On March 26 • In 1827, composer Ludwig van Beethoven died in Vienna.

• In 1874, poet Robert Frost was born in San Francisco.

• In 1892, poet Walt Whitman died in Camden, New Jersey.

• In 1945, during World War II, Iwo Jima was fully secured by U.S. forces following a final, desperate attack by Japanese soldiers. Former British Prime Minister David Lloyd George, 82, died in Ty Newydd, Llanystumd­wy, Wales.

• In 1958, the U.S. Army launched America’s third successful satellite, Explorer 3.

• In 1982, groundbrea­king ceremonies took place in Washington, D.C., for the Vietnam Veterans Memorial.

• In 1992, a judge in Indianapol­is sentenced former heavyweigh­t boxing champion Mike Tyson to six years in prison for raping a Miss Black America contestant. (Tyson ended up serving three years.)

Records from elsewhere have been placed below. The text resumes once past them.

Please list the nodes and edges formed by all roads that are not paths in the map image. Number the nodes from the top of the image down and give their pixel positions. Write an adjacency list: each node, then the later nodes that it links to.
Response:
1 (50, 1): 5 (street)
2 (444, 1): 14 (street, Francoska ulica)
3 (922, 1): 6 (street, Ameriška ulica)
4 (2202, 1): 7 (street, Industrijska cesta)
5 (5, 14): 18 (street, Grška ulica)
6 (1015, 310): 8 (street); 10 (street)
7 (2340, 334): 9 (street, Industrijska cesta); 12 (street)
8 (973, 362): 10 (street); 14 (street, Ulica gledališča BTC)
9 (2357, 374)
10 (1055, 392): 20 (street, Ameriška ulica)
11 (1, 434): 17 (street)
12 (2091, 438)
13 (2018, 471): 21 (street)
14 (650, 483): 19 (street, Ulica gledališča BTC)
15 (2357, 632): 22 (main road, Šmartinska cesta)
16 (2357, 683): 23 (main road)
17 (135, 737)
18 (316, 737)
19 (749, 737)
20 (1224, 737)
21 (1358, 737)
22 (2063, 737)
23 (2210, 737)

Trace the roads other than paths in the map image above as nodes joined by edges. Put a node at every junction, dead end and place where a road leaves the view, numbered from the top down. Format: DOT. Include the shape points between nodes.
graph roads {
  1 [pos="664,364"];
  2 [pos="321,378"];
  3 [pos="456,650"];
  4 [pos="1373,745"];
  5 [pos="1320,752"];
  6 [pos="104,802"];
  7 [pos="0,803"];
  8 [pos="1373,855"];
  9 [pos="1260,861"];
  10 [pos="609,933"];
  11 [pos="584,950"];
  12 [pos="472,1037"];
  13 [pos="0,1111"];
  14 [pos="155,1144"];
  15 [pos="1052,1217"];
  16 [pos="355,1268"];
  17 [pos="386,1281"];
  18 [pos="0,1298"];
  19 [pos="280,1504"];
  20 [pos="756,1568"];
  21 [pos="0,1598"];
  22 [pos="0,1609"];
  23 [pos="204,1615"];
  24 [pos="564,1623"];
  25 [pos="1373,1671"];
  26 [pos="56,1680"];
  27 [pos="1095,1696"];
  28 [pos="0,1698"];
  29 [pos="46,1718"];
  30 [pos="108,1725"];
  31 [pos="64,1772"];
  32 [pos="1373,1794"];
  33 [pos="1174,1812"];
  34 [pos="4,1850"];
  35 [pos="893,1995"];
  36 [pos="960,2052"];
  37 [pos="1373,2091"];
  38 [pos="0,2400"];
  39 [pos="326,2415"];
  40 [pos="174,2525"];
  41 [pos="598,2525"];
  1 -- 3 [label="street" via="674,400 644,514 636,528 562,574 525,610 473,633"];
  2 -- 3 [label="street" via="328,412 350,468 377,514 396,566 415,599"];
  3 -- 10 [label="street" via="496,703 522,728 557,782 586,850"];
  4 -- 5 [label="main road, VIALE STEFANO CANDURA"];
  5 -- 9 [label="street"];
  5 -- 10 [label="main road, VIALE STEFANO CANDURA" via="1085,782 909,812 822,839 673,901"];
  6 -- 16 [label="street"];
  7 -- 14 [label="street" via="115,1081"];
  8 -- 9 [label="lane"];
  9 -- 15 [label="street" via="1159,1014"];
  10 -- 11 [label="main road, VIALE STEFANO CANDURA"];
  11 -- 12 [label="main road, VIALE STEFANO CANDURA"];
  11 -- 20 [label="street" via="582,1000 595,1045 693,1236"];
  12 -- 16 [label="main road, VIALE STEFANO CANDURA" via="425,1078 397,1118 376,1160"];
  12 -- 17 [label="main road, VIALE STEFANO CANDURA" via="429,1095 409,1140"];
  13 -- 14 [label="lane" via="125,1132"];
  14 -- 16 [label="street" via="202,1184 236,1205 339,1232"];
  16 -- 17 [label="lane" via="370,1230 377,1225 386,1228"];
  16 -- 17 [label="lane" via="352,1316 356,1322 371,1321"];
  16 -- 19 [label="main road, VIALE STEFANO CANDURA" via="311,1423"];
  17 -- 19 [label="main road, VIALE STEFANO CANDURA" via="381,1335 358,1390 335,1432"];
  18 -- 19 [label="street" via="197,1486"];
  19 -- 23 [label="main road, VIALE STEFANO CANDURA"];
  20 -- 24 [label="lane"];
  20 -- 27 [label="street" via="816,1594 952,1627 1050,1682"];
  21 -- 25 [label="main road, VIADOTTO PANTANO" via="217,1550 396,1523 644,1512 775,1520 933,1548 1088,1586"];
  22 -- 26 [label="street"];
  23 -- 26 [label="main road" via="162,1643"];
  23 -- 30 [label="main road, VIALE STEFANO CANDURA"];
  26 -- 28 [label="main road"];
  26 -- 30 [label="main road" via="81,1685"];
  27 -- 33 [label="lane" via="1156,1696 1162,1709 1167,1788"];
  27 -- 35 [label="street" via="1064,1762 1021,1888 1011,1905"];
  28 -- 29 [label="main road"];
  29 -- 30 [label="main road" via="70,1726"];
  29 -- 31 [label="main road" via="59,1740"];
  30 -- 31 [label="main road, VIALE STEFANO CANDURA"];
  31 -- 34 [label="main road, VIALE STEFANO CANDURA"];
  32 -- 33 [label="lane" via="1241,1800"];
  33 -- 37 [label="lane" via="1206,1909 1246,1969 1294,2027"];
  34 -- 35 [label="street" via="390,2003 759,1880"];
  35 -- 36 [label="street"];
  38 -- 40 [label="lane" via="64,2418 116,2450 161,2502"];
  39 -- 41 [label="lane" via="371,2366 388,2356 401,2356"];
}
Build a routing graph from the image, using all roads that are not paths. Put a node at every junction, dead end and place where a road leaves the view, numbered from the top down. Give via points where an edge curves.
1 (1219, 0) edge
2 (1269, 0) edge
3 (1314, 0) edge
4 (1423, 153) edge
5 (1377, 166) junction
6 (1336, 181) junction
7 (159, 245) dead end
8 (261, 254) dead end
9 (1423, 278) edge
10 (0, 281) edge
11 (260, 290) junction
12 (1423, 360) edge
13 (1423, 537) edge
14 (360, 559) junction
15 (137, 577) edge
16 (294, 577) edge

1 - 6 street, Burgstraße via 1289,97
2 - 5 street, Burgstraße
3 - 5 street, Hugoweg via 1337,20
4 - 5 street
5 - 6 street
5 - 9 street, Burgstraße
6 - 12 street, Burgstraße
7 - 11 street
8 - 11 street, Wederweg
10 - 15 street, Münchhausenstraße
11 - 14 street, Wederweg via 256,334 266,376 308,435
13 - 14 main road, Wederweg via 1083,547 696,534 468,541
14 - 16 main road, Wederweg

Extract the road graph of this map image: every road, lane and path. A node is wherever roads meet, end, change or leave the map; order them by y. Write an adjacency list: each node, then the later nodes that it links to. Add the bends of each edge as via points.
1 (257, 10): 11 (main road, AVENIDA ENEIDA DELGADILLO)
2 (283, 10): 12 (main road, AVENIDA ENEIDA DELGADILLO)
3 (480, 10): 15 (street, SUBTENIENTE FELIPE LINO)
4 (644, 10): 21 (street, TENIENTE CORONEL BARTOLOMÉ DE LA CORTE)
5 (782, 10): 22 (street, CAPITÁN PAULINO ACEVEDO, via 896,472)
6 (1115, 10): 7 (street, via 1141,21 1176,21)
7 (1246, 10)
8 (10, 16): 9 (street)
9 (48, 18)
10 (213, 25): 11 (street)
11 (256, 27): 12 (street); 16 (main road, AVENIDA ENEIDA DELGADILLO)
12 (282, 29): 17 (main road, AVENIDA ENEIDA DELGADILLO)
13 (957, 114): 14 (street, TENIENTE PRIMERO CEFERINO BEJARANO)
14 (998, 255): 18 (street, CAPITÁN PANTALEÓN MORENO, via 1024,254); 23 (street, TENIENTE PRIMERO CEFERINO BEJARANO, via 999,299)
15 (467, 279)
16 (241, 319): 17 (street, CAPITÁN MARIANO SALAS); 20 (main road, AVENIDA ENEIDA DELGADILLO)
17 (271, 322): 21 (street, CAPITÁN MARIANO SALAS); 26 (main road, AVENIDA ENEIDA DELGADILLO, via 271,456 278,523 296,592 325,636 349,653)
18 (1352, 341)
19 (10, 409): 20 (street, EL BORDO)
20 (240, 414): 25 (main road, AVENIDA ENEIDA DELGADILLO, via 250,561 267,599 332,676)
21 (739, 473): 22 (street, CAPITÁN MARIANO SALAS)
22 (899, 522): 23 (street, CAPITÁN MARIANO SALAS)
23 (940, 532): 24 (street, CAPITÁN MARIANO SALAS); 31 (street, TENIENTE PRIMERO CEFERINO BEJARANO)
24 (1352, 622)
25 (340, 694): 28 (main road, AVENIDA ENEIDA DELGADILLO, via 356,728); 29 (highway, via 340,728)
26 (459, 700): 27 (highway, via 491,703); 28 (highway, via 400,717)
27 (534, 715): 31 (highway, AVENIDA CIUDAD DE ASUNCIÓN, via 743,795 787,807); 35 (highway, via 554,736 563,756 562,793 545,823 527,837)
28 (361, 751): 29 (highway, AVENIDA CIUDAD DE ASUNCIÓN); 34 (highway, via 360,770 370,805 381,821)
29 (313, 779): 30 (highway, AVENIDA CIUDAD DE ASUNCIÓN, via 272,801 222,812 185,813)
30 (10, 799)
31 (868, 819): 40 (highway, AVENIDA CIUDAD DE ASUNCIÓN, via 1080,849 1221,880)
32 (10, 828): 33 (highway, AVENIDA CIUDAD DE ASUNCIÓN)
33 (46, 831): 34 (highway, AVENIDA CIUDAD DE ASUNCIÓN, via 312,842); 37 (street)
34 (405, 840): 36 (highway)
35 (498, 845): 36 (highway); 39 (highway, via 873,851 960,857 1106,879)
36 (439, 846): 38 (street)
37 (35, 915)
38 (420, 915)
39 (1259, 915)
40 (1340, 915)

On March 27 • In 1513, Spanish explorer Juan Ponce de Leon (hwahn pahns duh LEE’-ohn) sighted present-day Florida.

• In 1884, the first telephone line between Boston and New York was inaugurate­d.

• In 1912, first lady Helen Herron Taft and the wife of Japan’s ambassador to the United States, Viscountes­s Chinda, planted the first two of 3,000 cherry trees given to the U.S. as a gift by the mayor of Tokyo.

• In 1933, Japan officially withdrew from the League of Nations.

• In 1942, during World War II, Congress granted American servicemen free first-class mailing privileges.

• In 1964, Alaska was hit by a magnitude 9.2 earthquake (the strongest on record in North America) and tsunamis that together claimed about 130 lives.

• In 1996, an Israeli court convicted Prime Minister Yitzhak Rabin’s (YIT’-sahk rah-BEENZ’) confessed assassin of murder, then sentenced former law student Yigal Amir (YEE’-gahl ah-MEER’) to life in prison.

• In 2002, President George W. Bush signed landmark bipartisan legislatio­n designed to limit the role of big money in political campaigns.